- Gönül dilerse, gözleri külliyat tarafına sevk eder; gönül dilerse cüziyatta hapseyler. 3565
- گر بخواهد سوی کلیات راند ** ور بخواهد حبس جزویات ماند
- Bu beş duygu da ( çeşmelerdeki lüleler, nasıl çeşmeye tâbi ise) aynı tarzda gönle tâbidir. Onun muradınca ve onun emrine göre iş görür.
- همچنین هر پنج حس چون نایزه ** بر مراد و امر دل شد جایزه
- Gönül ne tarafı işaret ederse beş duygu da eteklerini toplayıp o tarafa gider.

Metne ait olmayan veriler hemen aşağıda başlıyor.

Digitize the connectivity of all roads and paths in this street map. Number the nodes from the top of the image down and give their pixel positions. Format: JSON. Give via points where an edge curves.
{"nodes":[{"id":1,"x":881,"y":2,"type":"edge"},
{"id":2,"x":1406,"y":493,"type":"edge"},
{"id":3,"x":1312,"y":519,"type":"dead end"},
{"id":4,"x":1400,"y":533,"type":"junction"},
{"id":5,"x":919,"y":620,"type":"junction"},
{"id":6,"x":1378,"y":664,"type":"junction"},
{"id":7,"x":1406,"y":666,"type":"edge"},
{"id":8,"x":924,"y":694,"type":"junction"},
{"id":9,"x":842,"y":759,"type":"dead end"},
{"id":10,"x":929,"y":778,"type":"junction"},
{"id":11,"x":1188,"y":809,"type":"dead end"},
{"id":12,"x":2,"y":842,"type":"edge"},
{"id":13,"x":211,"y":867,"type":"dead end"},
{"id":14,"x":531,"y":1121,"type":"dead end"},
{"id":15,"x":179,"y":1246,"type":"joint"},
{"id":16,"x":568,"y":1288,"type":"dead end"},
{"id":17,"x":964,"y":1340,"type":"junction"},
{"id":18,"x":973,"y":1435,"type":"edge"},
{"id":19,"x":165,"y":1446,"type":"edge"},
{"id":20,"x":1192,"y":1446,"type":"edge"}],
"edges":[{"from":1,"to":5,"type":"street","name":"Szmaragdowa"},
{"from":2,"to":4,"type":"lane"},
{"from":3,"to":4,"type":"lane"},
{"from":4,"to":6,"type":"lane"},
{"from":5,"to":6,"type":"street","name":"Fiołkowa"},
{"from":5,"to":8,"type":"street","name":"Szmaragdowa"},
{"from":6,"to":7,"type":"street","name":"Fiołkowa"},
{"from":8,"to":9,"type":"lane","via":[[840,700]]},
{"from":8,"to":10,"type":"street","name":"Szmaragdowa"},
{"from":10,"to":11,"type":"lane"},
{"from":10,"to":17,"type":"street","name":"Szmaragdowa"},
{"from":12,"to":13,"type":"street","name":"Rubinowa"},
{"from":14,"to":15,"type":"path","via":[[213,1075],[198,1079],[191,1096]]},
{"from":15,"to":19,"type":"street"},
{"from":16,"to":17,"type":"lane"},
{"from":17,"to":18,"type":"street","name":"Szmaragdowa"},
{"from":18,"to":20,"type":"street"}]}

- هر طرف که دل اشارت کردشان ** میرود هر پنج حس دامن کشان
- Musa’nın elindeki sopa nasıl Musa’ya tâbi ise el, ayak da apaçık gönlün emrine tâbidir.
- دست و پا در امر دل اندر ملا ** همچو اندر دست موسی آن عصا
- Gönül isterse ayak, raksa girer, yahut yavaş yürürken hızlı yürümeye başlar.
- دل بخواهد پا در آید زو به رقص ** یا گریزد سوی افزونی ز نقص
- Gönül isterse el, parmaklarla hesaba girişir, yahut kitap yazar. 3570
- دل بخواهد دست آید در حساب ** با اصابع تا نویسد او کتاب
- El, gizli bir elin hükmündedir. O gizli el içerdedir, dışarıya teni dikmiş, kendisine onu vekil etmiştir.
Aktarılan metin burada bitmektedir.